> _DATASET ENTRIES_
=-=-=-=-=

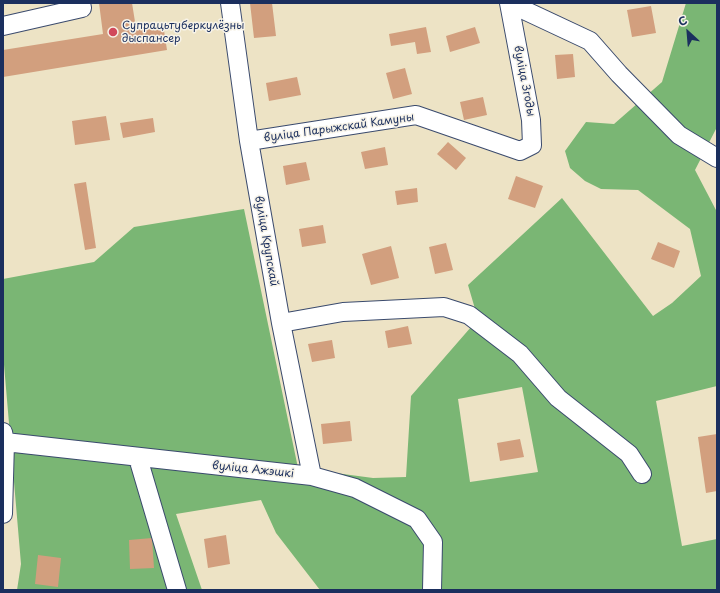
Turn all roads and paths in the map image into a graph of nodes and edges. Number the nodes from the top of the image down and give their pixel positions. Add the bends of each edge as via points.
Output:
1 (81, 3) edge
2 (230, 3) edge
3 (509, 3) edge
4 (3, 26) edge
5 (249, 141) junction
6 (520, 151) joint
7 (717, 158) edge
8 (281, 323) junction
9 (4, 437) edge
10 (138, 458) junction
11 (642, 474) dead end
12 (312, 476) junction
13 (3, 514) edge
14 (177, 590) edge
15 (432, 590) edge

1 - 4 street via 82,8
2 - 5 street, вуліца Крупскай
3 - 6 street, вуліца Згоды via 532,120 532,145
3 - 7 street via 590,41 678,135
5 - 6 street, вуліца Парыжскай Камуны via 416,115
5 - 8 street, вуліца Крупскай
8 - 11 street via 343,312 444,307 469,315 520,354 558,398 629,454
8 - 12 street, вуліца Крупскай
9 - 10 street, вуліца Ажэшкі
9 - 13 street
10 - 12 street, вуліца Ажэшкі
10 - 14 street
12 - 15 street, вуліца Ажэшкі via 354,488 417,518 433,542

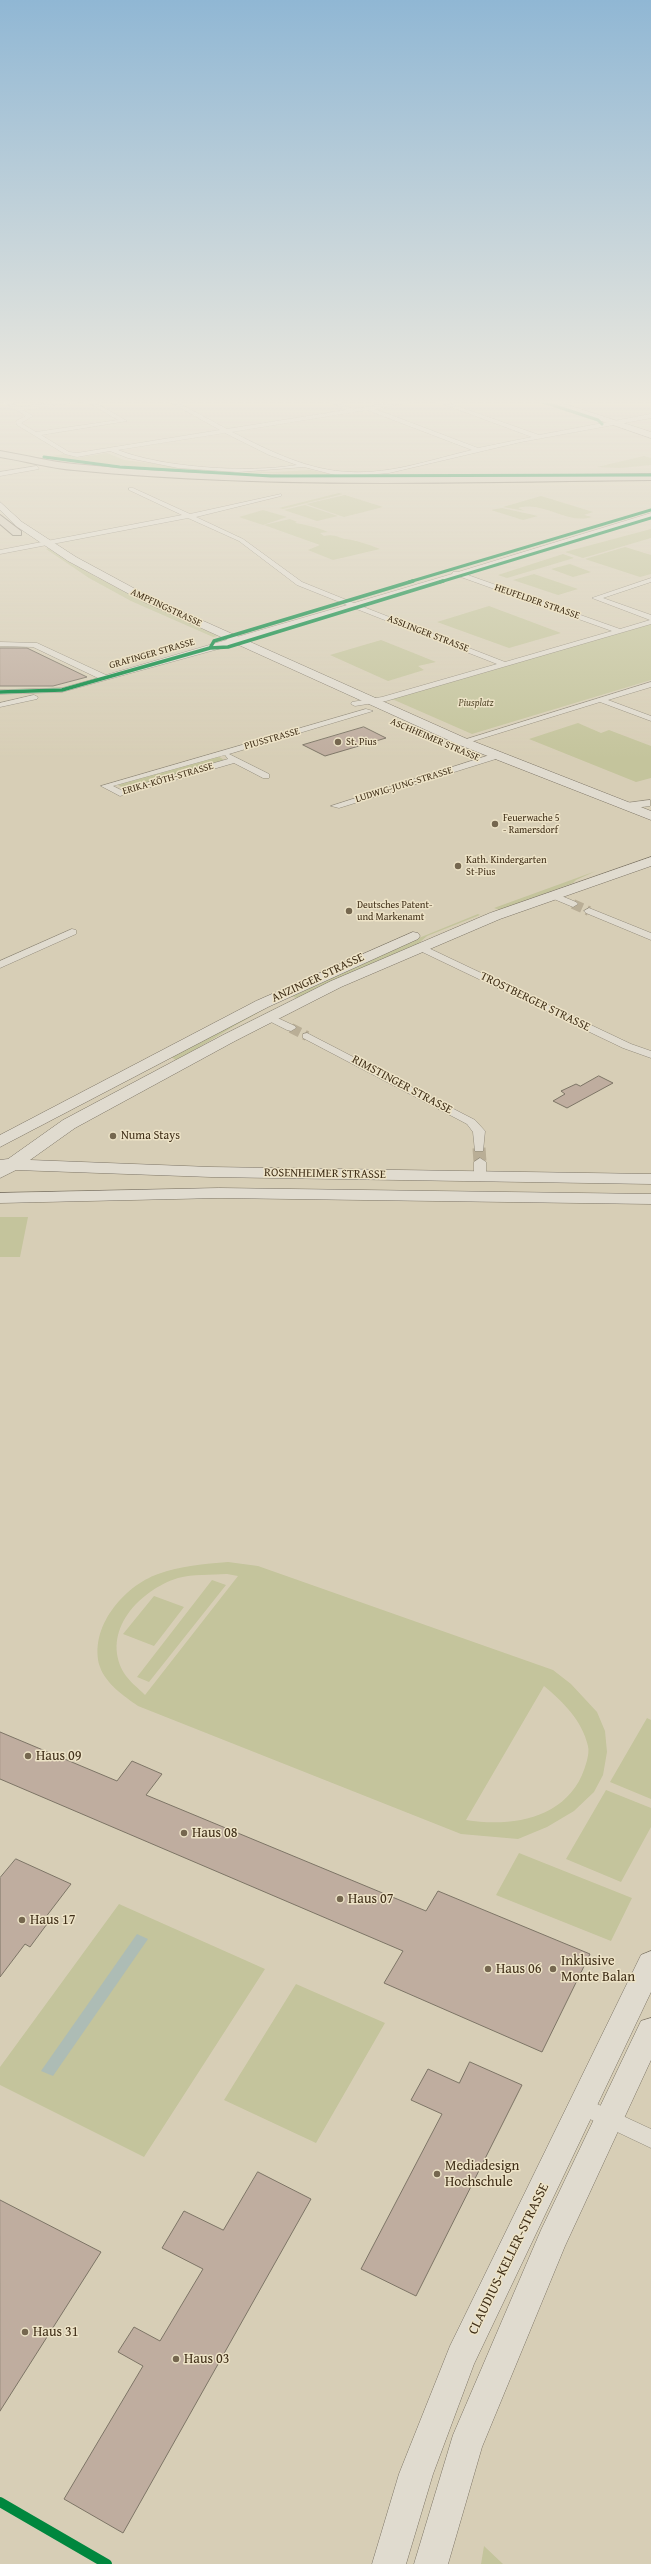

=-=-=-=-=

> _PROBLEM REQUIREMENTS_
A verbatim copy of every record is to be produced, and pictures are to be excluded from it.

> _RESPONSE TO THE EXERCISE_
Turn all roads and paths in the map image into a graph of nodes and edges. Number the nodes from the top of the image down and give their pixel positions. Add the bends of each edge as via points.
Output:
1 (81, 3) edge
2 (230, 3) edge
3 (509, 3) edge
4 (3, 26) edge
5 (249, 141) junction
6 (520, 151) joint
7 (717, 158) edge
8 (281, 323) junction
9 (4, 437) edge
10 (138, 458) junction
11 (642, 474) dead end
12 (312, 476) junction
13 (3, 514) edge
14 (177, 590) edge
15 (432, 590) edge

1 - 4 street via 82,8
2 - 5 street, вуліца Крупскай
3 - 6 street, вуліца Згоды via 532,120 532,145
3 - 7 street via 590,41 678,135
5 - 6 street, вуліца Парыжскай Камуны via 416,115
5 - 8 street, вуліца Крупскай
8 - 11 street via 343,312 444,307 469,315 520,354 558,398 629,454
8 - 12 street, вуліца Крупскай
9 - 10 street, вуліца Ажэшкі
9 - 13 street
10 - 12 street, вуліца Ажэшкі
10 - 14 street
12 - 15 street, вуліца Ажэшкі via 354,488 417,518 433,542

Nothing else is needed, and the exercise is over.